Although the three poems are love poems, they are different from each other. Spencer's abstract ideal of love may be longer than marlow's idyllic life, but there is no sense of truth to it. Similarly true and concrete, donne's sexual love, which is full of seduction, is stronger, but it is also colored with pain by its intensity, losing the purity of spencer's poem and the sincerity of marlow's. But it is difficult to discern clear linear development in the three poems. If dorn and marlow's poems are more concrete than spencer's, this abstraction may be just spencer's personal style. The same theme is much more vivid in Shakespeare's 18 sonnets. The insignificance of nature in Spenser became the key in marlow's poetry, and this love of nature failed to continue; In donne's poems, the once-sweet images of nature became rough "reed marshes," "shells and weeds." The female image seems to be strengthened and gradually clarified in the three poems. But passionately in love shepherd also did not describe the image of the lover eagerly, the specific decorations, utensils covered the specific female image. Marlow's shepherds and spencer's meditators are not that different. They are in control of their love and not paying attention to their lovers. Only the women portrayed by donne caught the "thread and hook" and took the lead. However, the women in donne's poems were only endowed with sexual attraction rather than the power of love, so donne failed to establish the image of a woman in love.

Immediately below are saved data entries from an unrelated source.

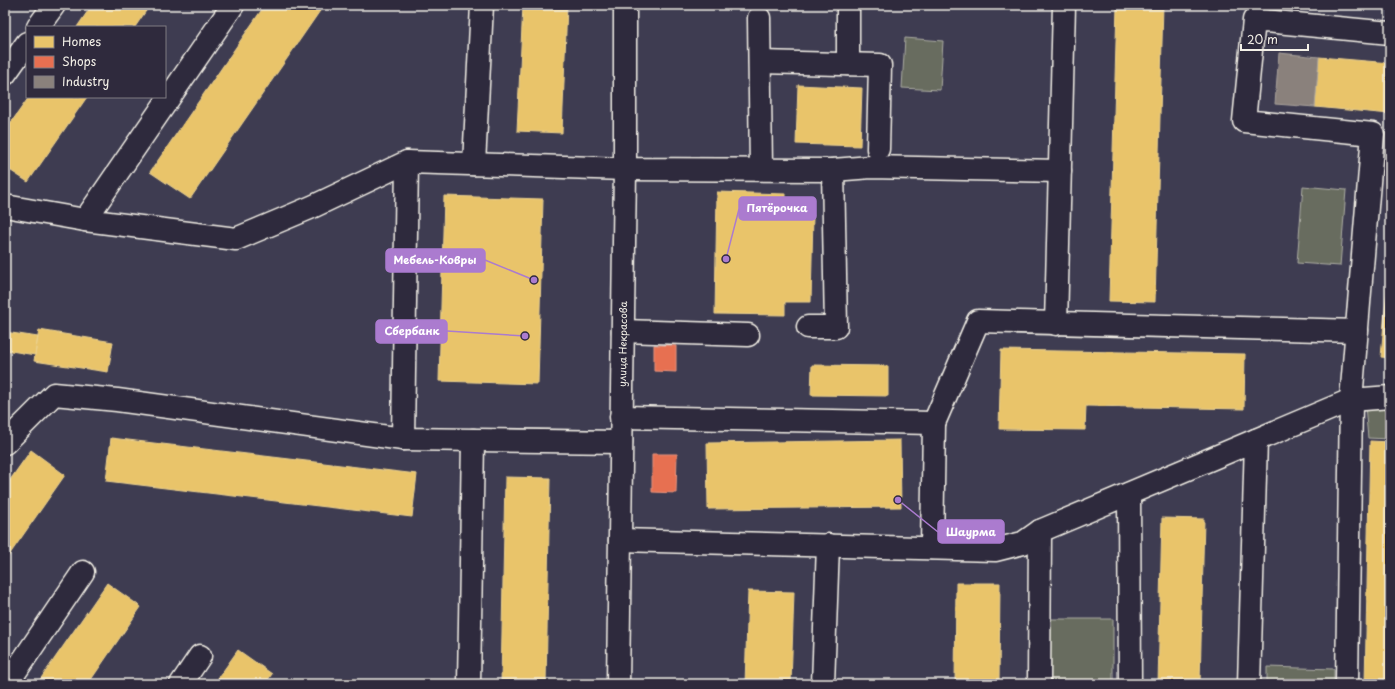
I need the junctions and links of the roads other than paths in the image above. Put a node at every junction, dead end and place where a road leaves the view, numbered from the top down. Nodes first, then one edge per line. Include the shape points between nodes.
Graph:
1 (54, 5) edge
2 (233, 5) edge
3 (482, 5) edge
4 (625, 5) edge
5 (848, 5) edge
6 (1064, 5) edge
7 (759, 18) dead end
8 (39, 26) edge
9 (1390, 33) edge
10 (26, 44) edge
11 (760, 62) junction
12 (848, 64) junction
13 (5, 74) edge
14 (878, 149) dead end
15 (407, 162) junction
16 (474, 164) junction
17 (625, 169) junction
18 (761, 169) junction
19 (833, 170) junction
20 (1060, 171) junction
21 (5, 206) edge
22 (85, 220) junction
23 (1056, 324) junction
24 (808, 327) dead end
25 (623, 331) junction
26 (1356, 331) junction
27 (748, 335) dead end
28 (1390, 396) edge
29 (1351, 400) junction
30 (621, 417) junction
31 (934, 423) junction
32 (403, 439) junction
33 (473, 440) junction
34 (1256, 440) junction
35 (621, 442) junction
36 (5, 443) edge
37 (1129, 494) junction
38 (1040, 531) junction
39 (620, 540) junction
40 (828, 545) junction
41 (932, 548) junction
42 (84, 572) dead end
43 (200, 656) dead end
44 (7, 684) edge
45 (181, 684) edge
46 (469, 684) edge
47 (618, 684) edge
48 (823, 684) edge
49 (1039, 684) edge
50 (1130, 684) edge
51 (1249, 684) edge
52 (1347, 684) edge

1 - 8 street
2 - 22 street
3 - 16 street
4 - 17 street, улица Некрасова
5 - 12 street
6 - 20 street
7 - 11 street
9 - 26 street via 1254,20 1244,121 1373,134
10 - 13 street
11 - 12 street
11 - 18 street
12 - 14 street via 880,65
15 - 16 street
15 - 22 street via 312,207 236,239
15 - 32 street
16 - 17 street
17 - 18 street
17 - 25 street, улица Некрасова
18 - 19 street
19 - 20 street via 871,167
19 - 24 street via 836,327
20 - 23 street
21 - 22 street
23 - 26 street
23 - 31 street via 978,321
25 - 27 street
25 - 30 street, улица Некрасова
26 - 29 street
28 - 29 street
29 - 34 street
29 - 52 street
30 - 31 street
30 - 35 street, улица Некрасова
31 - 41 street
32 - 33 street
32 - 36 street via 117,400 54,394
33 - 35 street
33 - 46 street
34 - 37 street
34 - 51 street
35 - 39 street, улица Некрасова
37 - 38 street
37 - 50 street
38 - 41 street via 1023,543 995,550
38 - 49 street
39 - 40 street
39 - 47 street, улица Некрасова
40 - 41 street
40 - 48 street
42 - 44 street
43 - 45 street

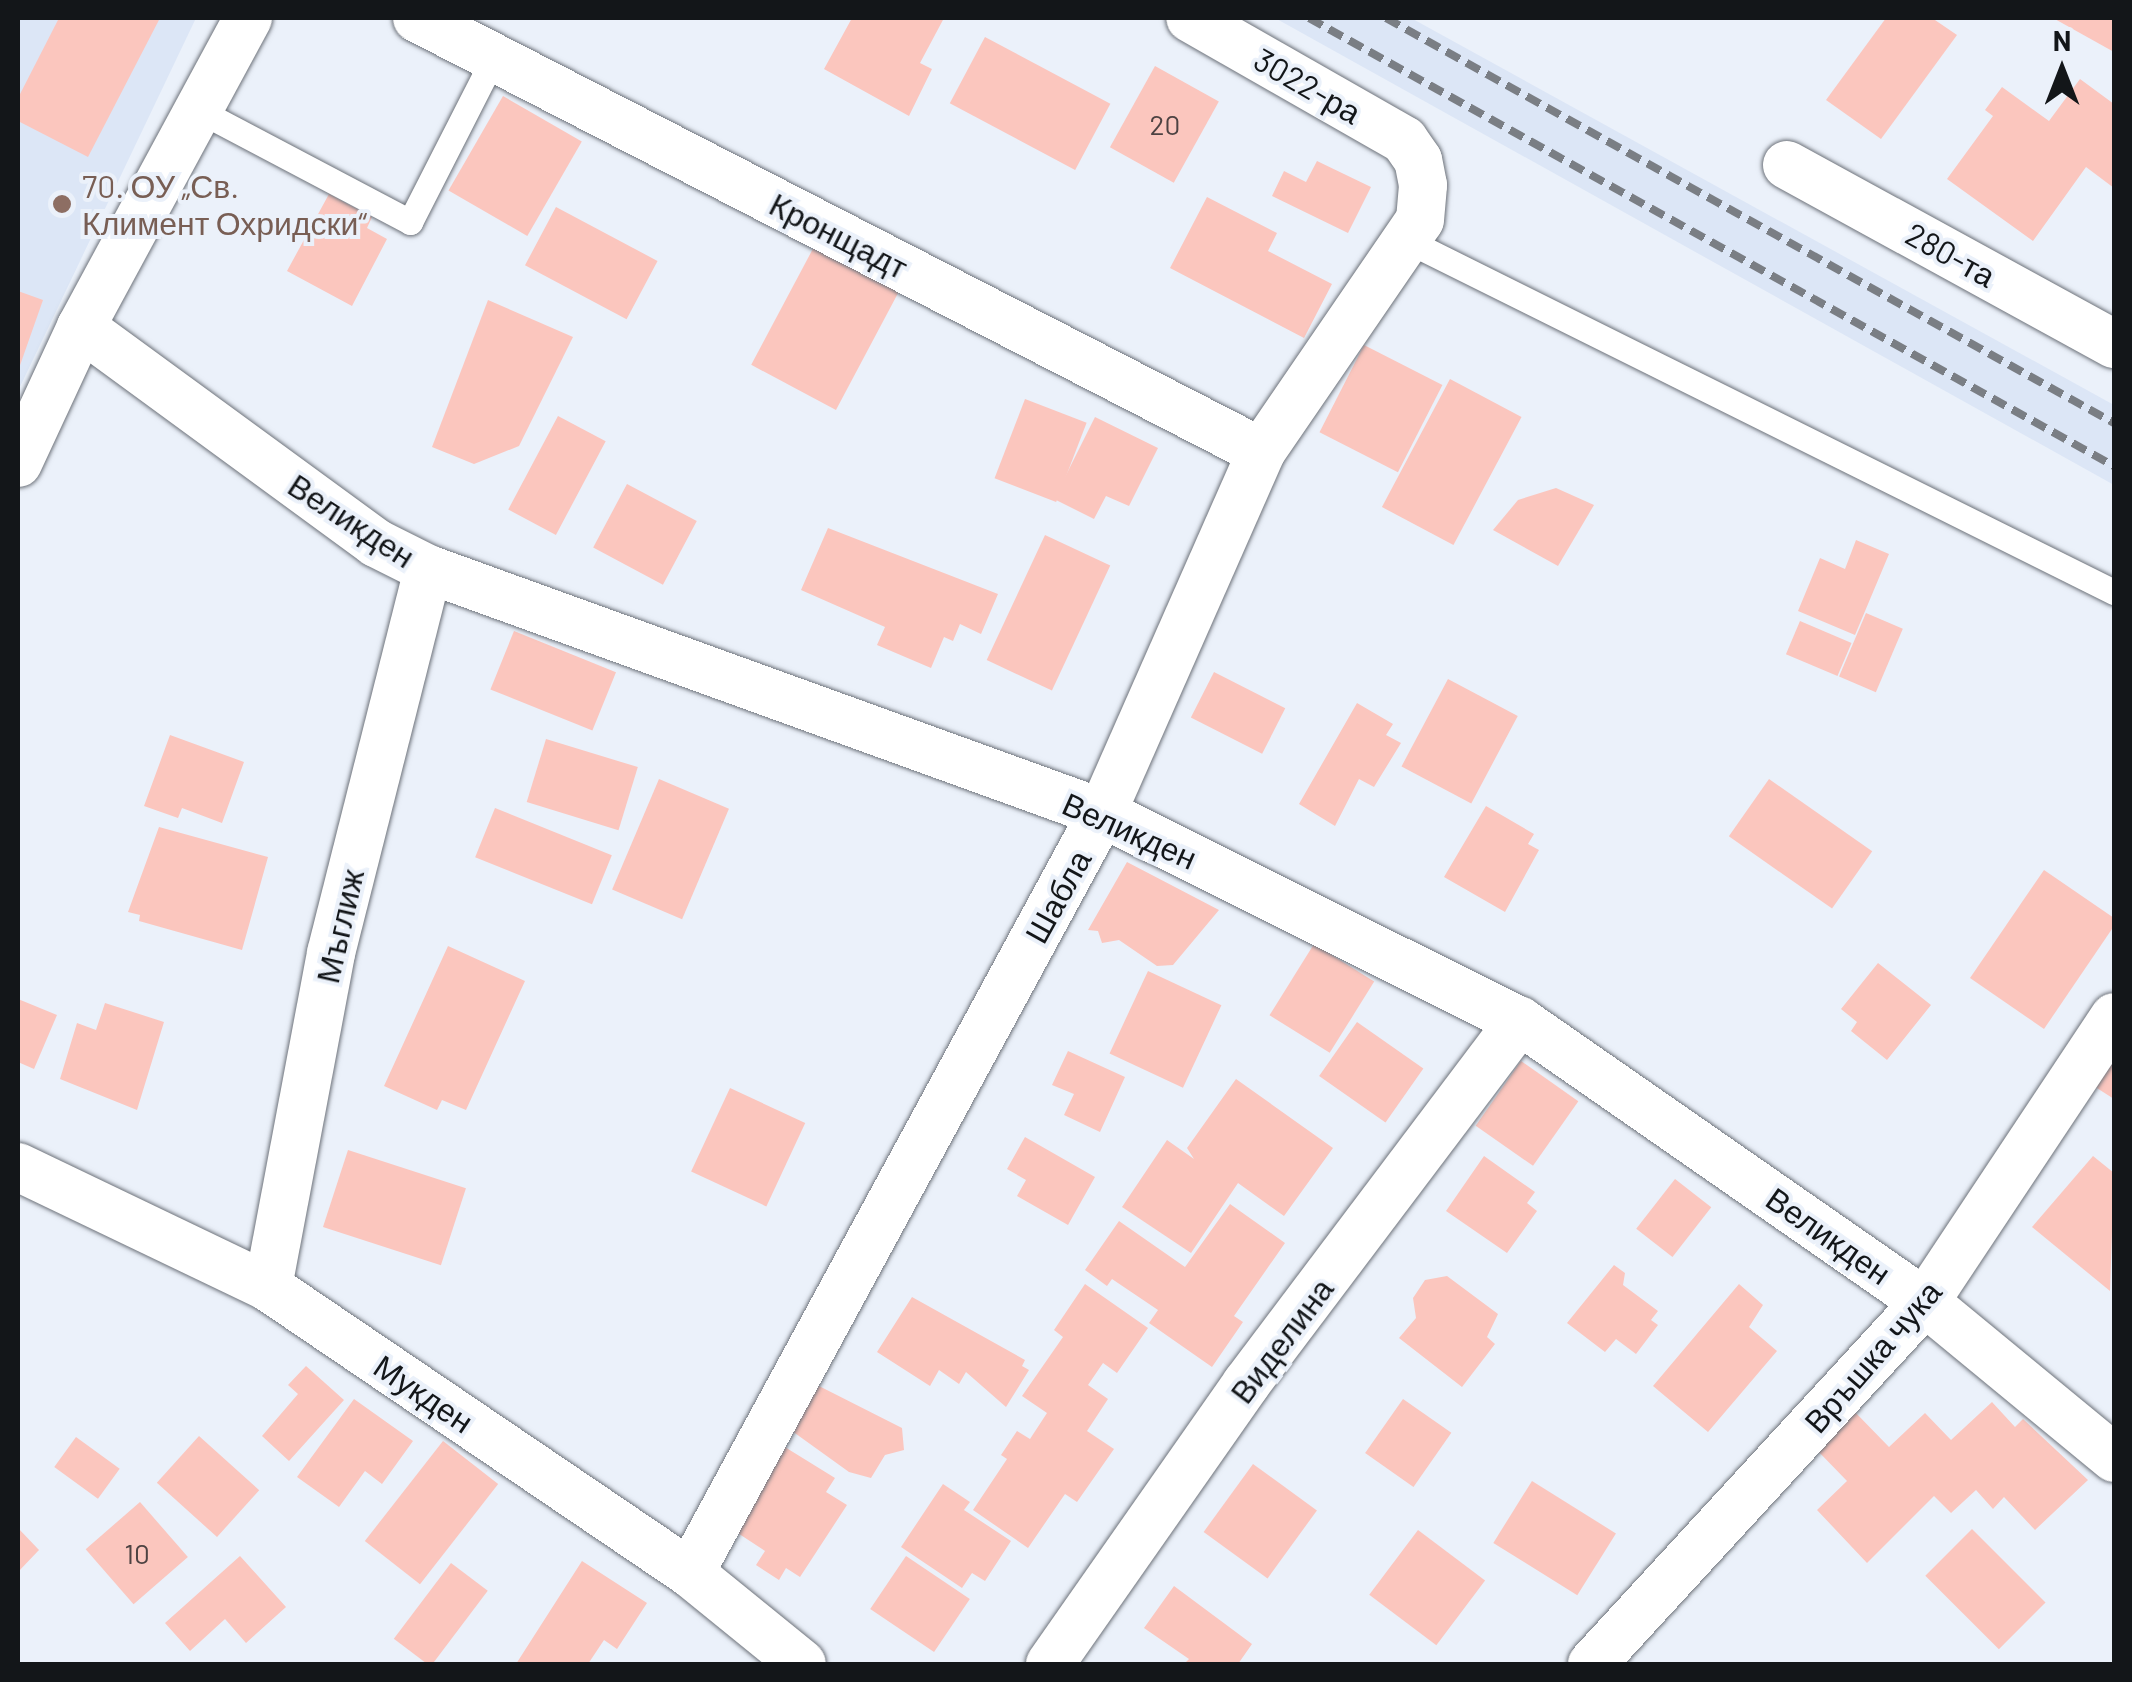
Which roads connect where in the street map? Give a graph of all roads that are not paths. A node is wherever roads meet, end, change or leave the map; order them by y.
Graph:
1 (248, 18) edge
2 (417, 18) edge
3 (1190, 18) edge
4 (494, 57) junction
5 (198, 110) junction
6 (1418, 160) joint
7 (1787, 164) dead end
8 (1406, 240) junction
9 (81, 327) junction
10 (2114, 344) edge
11 (1261, 452) junction
12 (18, 464) edge
13 (428, 569) junction
14 (2114, 592) edge
15 (1102, 813) junction
16 (2114, 1017) edge
17 (1520, 1021) junction
18 (18, 1168) edge
19 (268, 1287) junction
20 (1925, 1302) junction
21 (2114, 1458) edge
22 (690, 1572) junction
23 (802, 1664) edge
24 (1050, 1664) edge
25 (1592, 1664) edge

Although simplicity is dangerous and harmful, it does not hurt to say that love is expressed in its pluralism and pluralism. The three poems above prove this truth. Love glows eternal in spencer's poems, a warm pulse beats in marlow's poems, and in donne's works, sensuous enjoyment and temptation becomes another melody of love. It is this variety that keeps love alive, and it is love that is loved by poets. The diversified expression and the diversified presentation jointly depict the beautiful image of love, which is unique in the long middle ages. Meanwhile, it also opens up space for poets in later generations to express love with stronger feelings and bolder words.